Orleans loses a dynamo with death of John Sawyer

By Tom Rivers, Editor Posted 15 October 2013 at 12:00 am

John Sawyer died on Sunday after battling leukemia. He was 72.

MEDINA – John Sawyer pulled it off, orchestrating the largest capitol investment in Orleans County – ever.

In 2006, construction started on a $90 million ethanol plant in a former cabbage field at the corner of Bates Road and Route 31A. The facility opened in late 2007.

Many of these ethanol plants in the Midwest are owned by agricultural conglomerates. Sawyer reached out to a network of friends and farmers in raising the needed money to build the plant, which turns 20 million bushels of corn annually into about 55 million gallons of ethanol.

The plant also captures carbon dioxide and sells that to food companies. Distiller’s grains, another byproduct, is used to fatten up cattle. The ethanol plant has about 50 direct employees but has positively impacted the paychecks for hundreds of people.
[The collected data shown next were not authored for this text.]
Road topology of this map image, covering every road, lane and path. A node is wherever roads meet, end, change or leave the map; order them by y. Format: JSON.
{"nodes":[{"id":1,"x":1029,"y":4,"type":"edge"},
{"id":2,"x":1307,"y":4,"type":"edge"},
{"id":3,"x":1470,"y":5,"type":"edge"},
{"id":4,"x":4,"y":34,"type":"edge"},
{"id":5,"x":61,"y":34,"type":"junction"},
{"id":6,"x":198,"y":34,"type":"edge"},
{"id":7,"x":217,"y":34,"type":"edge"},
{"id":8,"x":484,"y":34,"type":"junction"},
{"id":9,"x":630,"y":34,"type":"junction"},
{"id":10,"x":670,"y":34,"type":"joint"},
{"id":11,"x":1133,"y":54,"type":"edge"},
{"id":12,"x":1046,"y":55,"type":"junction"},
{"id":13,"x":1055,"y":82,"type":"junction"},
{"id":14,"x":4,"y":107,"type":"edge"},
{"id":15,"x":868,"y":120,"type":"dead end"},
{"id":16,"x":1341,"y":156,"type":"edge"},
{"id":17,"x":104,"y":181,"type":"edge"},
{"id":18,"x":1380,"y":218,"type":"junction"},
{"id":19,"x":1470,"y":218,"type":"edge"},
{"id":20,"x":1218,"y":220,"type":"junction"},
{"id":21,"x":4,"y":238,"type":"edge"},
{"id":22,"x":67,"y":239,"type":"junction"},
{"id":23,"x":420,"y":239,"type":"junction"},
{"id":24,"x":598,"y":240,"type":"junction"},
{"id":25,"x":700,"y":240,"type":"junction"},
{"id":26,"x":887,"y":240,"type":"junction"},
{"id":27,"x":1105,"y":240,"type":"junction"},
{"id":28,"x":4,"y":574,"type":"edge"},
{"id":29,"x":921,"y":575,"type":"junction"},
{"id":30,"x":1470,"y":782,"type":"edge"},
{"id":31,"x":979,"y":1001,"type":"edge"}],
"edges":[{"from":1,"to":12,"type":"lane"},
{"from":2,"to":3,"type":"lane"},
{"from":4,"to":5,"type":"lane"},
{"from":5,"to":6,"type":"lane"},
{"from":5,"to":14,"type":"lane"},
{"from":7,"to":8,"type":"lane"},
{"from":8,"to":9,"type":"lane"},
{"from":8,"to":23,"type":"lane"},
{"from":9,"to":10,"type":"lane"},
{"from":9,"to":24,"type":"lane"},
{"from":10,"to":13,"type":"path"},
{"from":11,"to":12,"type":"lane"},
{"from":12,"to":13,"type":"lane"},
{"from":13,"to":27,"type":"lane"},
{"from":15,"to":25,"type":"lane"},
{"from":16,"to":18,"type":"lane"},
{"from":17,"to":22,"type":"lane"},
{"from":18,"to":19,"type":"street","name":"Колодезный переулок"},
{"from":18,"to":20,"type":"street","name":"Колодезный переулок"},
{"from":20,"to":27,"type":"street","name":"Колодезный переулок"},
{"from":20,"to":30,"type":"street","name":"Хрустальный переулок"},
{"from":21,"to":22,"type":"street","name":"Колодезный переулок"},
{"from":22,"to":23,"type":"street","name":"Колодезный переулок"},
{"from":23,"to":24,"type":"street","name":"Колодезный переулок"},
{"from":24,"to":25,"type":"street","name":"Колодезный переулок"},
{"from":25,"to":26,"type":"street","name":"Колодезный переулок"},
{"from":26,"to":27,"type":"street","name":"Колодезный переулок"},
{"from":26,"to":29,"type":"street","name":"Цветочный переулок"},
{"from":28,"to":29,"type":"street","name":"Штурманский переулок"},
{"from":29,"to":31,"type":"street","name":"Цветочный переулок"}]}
The ethanol plant arrived at a time when corn prices took off. Not only did farmers have a customer with an insatiable appetite, but the grain growers were able to get top dollar for their crop. The ethanol plant has led to significant capitol upgrades locally as farmers expanded their grain storage operations.

The project brought Sawyer back to his roots in Orleans County. He had been living in Livingston County, where he farmed 1,500 acres and ran a cold storage business.
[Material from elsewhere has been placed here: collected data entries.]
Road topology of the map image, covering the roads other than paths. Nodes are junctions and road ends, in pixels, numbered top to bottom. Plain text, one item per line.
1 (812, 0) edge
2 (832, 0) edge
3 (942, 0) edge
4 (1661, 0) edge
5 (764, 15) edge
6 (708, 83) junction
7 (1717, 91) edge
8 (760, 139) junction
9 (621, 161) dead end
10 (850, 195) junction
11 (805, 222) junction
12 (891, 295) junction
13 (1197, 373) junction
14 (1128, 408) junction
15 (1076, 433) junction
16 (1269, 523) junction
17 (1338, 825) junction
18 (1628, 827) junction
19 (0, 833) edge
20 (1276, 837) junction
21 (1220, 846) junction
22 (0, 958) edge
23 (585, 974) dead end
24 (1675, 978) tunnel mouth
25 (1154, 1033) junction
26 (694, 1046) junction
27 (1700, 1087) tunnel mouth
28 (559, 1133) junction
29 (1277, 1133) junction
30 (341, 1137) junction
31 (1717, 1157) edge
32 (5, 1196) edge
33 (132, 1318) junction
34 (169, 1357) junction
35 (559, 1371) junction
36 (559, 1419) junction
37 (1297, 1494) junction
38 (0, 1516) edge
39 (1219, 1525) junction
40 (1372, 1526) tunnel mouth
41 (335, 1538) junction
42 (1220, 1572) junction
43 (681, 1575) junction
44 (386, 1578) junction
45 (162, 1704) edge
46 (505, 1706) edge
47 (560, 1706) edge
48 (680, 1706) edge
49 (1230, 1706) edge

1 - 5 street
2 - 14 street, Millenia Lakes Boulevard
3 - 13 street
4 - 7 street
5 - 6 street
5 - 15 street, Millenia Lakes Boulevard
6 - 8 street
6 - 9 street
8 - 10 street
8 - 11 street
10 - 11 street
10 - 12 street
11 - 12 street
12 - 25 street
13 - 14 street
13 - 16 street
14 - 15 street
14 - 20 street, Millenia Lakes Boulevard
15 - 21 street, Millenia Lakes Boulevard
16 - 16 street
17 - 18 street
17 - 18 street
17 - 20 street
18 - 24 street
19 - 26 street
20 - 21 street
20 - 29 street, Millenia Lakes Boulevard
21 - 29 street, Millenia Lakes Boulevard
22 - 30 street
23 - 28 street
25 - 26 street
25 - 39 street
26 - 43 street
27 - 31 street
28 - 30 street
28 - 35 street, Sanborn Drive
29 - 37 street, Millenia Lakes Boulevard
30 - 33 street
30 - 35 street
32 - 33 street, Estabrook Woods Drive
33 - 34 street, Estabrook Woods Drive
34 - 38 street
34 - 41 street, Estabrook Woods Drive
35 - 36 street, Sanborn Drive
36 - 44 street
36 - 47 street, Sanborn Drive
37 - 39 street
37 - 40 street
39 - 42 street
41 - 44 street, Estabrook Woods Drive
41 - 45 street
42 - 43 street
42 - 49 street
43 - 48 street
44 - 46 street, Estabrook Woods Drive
The project in Medina was close to his home, and it had rail access as well as close proximity to corn growers, the dairy market and ethanol customers in New York.

Sawyer was born at the former Arnold Gregory Hospital in Albion and grew up in Kuckville. When Sawyer and Western New York Energy committed to Medina, Sawyer built a house in Waterport along Lake Ontario. He looked for ways to give back to community, and donated $100,000 to the new Hoag Library.
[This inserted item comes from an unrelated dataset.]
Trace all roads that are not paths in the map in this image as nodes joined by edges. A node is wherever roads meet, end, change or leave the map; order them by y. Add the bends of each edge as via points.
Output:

“This is a community project and it can serve a lot of people,” he told me in 2012, back when I was working at The Daily News in Batavia.

Sawyer hoped the new library would also trigger other improvements in Albion, especially along Main Street.

He donated to the new residence at Hospice of Orleans, the Orleans County YMCA and was leading the effort to establish a local history museum at the former Swan Library.

Sawyer died on Sunday at age 72. He has been a transformative force around here the past seven years, exuding optimism and faith in the local folks.

He dared the community to dream big, showed us it takes hard work and some friends to make it happen, and then you don’t forget where you came from by giving generously to worthy causes.